| Bug #9286 | SESSION/GLOBAL should be disallowed for user variables | ||
|---|---|---|---|
| Submitted: | 18 Mar 2005 19:40 | Modified: | 22 May 2005 23:42 |
| Reporter: | Sergei Golubchik | Email Updates: | |
| Status: | Closed | Impact on me: | |
| Category: | MySQL Server | Severity: | S3 (Non-critical) |
| Version: | OS: | ||
| Assigned to: | Sergei Glukhov | CPU Architecture: | Any |
[18 Mar 2005 19:40]
Sergei Golubchik
[22 Mar 2005 20:58]
Paul DuBois
I wonder if the "scope" of this bug report should be expanded to include
stored routine local variables. There is a passage in the manual that says
this:
@node SET Statement, SELECT INTO Statement, DECLARE Local Variables, Variables in Stored Procedures
@subsubsection Variable @code{SET} Statement
@findex SET
@example
SET @var{var_name} = @var{expr} [, @var{var_name} = @var{expr}] ...
@end example
The @code{SET} statement in stored procedures is an extended version of
the general @code{SET} statement. Referenced variables may be ones declared
inside a routine, or global server variables.

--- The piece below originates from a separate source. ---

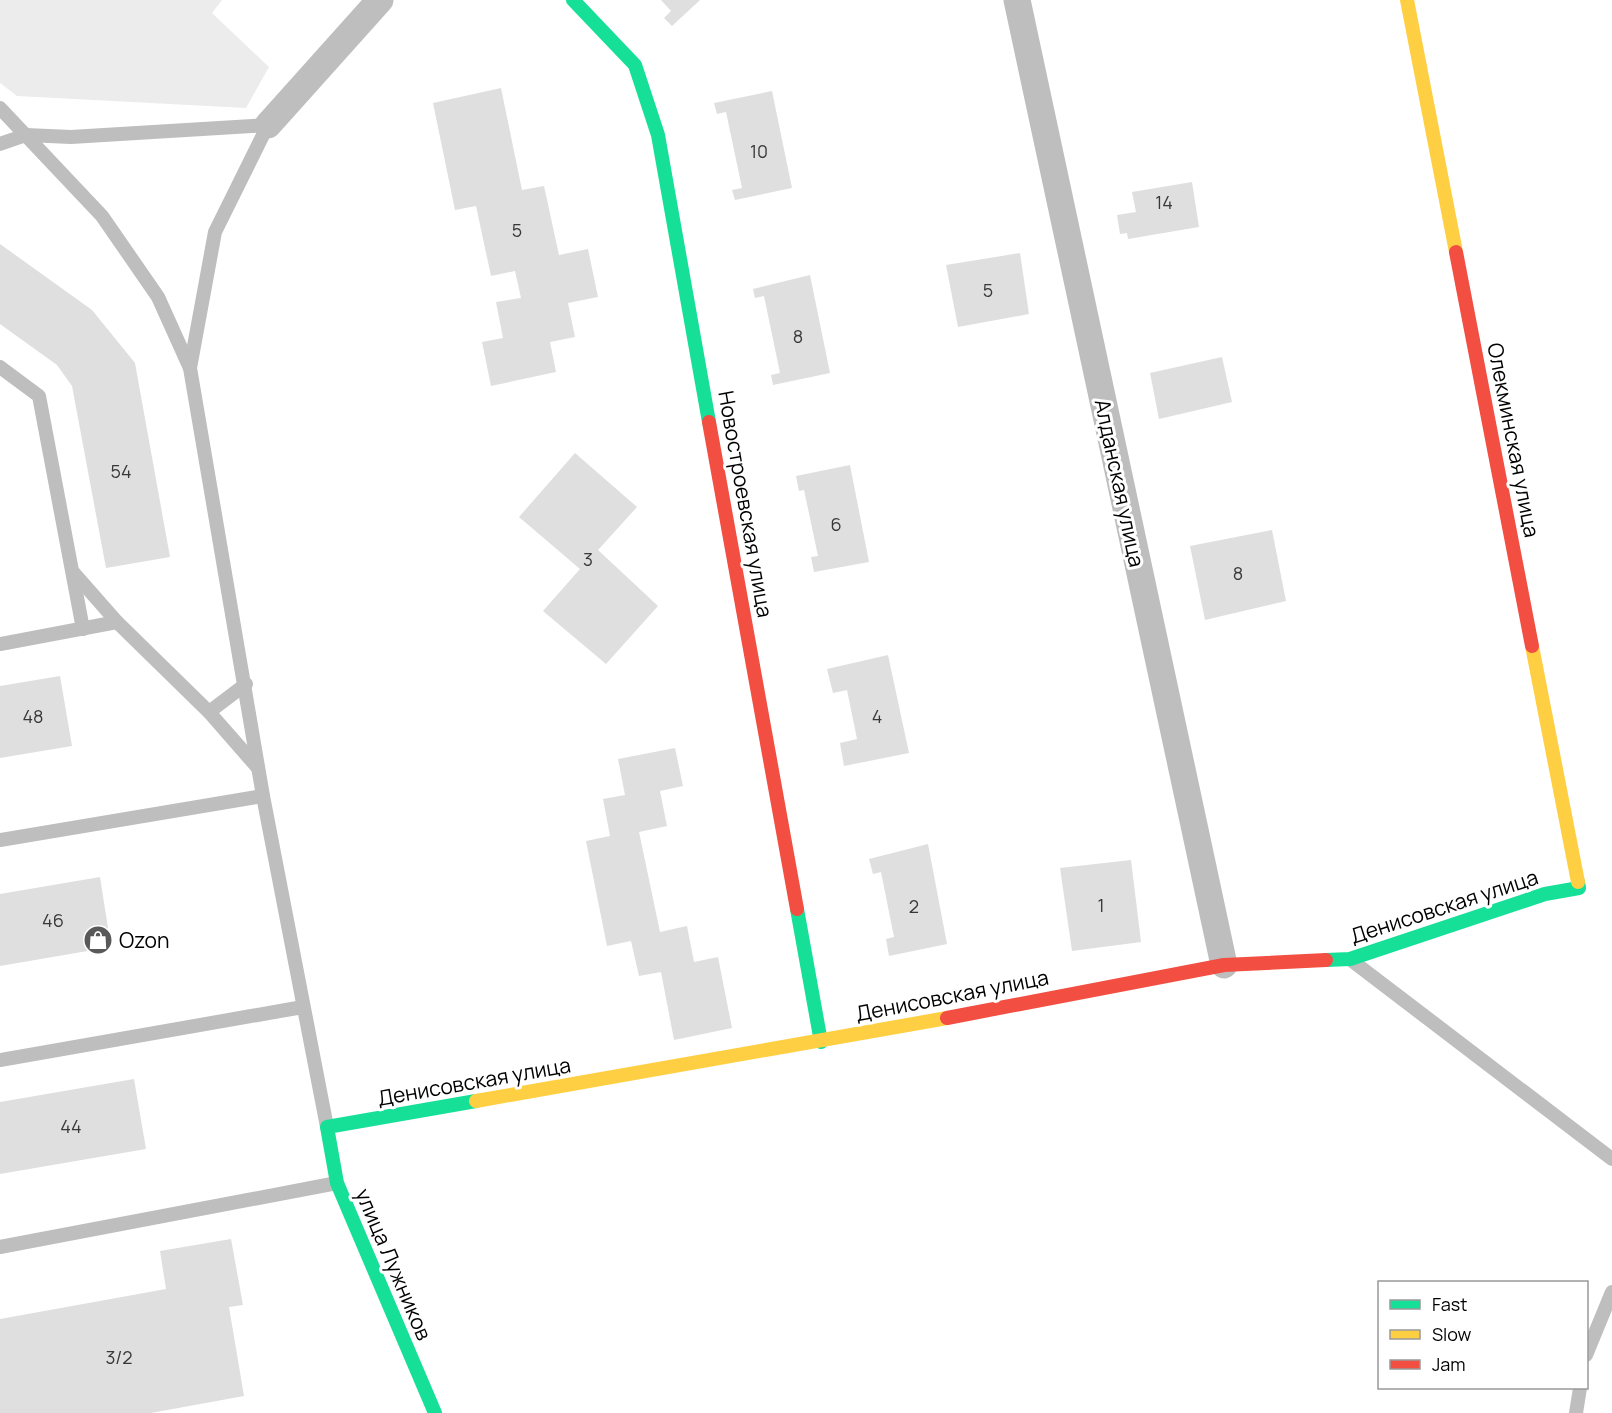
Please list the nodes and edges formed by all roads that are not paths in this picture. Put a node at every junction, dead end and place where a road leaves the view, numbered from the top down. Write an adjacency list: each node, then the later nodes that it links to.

The @code{SET} statement in stored procedures is implemented as part of the
pre-existing @code{SET} syntax. This allows an extended syntax of
@code{SET a=x, b=y, ...} where different variable types (locally declared
variables, server variables, and global and session server variables) can be
mixed. This also allows combinations of local variables and some options
that make sense only for global/system variables; in that case, the options
are recognized but ignored.
What "some options" means in the final sentence is
that you can use SESSION and GLOBAL when setting
routine local variables, and those options will be
ignored. But this is a similar kind of problem as
allowing SESSION/GLOBAL when setting user
variables: It gives the user the impression that
the statement has a different meaning than it
really does.
This script illustrates the idea:
use test;
drop procedure if exists p;
delimiter $$
CREATE PROCEDURE p ()
BEGIN
DECLARE i INT DEFAULT 0;
SELECT 'set using SESSION';
SET SESSION i = i + 1;
SELECT 'i =', i;
SELECT 'set using GLOBAL';
SET GLOBAL i = i + 1;
SELECT 'i =', i;
END$$
delimiter ;
call p ();
drop procedure if exists p;
One ugly complication with this issue is that SESSION and GLOBAL "carry
rightward" in SET statements. For example:
SET x = 1, @x = 1, SESSION storage_engine = InnoDB, sql_mode = ANSI;
In this statement, the SESSION option also applies to variable settings
to its right that have no explicit SESSION or GLOBAL. That's fine for
the statement just shown, because sql_mode is a system variable and the
concepts of SESSION and GLOBAL apply. But what about a statement like
this:
SET x = 1, @x = 1, SESSION storage_engine = InnoDB, x = 2, @x = 2;
Here, SESSION applies implicitly to the second x and @x assignments,
where it doesn't make sense. So if SESSION/GLOBAL are disallowed
for user variables and/or local variables, that needs also to be
detected in certain cases where those keywords do not actually appear
literally.
[29 Mar 2005 9:23]
Bugs System
A patch for this bug has been committed. After review, it may be pushed to the relevant source trees for release in the next version. You can access the patch from: http://lists.mysql.com/internals/23424
[31 Mar 2005 11:23]
Alexander Barkov
ok to push
[6 Apr 2005 9:12]
Bugs System
A patch for this bug has been committed. After review, it may be pushed to the relevant source trees for release in the next version. You can access the patch from: http://lists.mysql.com/internals/23700
[6 Apr 2005 10:45]
Sergei Glukhov
Fixed in 4.1.11
[6 Apr 2005 20:44]
Sergei Golubchik
5.0 needs to be fixed separately (the code is too different there)
[8 Apr 2005 11:51]
Bugs System
A patch for this bug has been committed. After review, it may be pushed to the relevant source trees for release in the next version. You can access the patch from: http://lists.mysql.com/internals/23800
[18 May 2005 7:44]
Bugs System
A patch for this bug has been committed. After review, it may be pushed to the relevant source trees for release in the next version. You can access the patch from: http://lists.mysql.com/internals/25007
[18 May 2005 9:49]
Sergei Glukhov
Fixed in 5.0.6
[22 May 2005 23:42]
Paul DuBois
Noted in 4.1.11, 5.0.6 changelog entries. I'm also turning off the "bug does not exist in released versions" flag, because it does exist.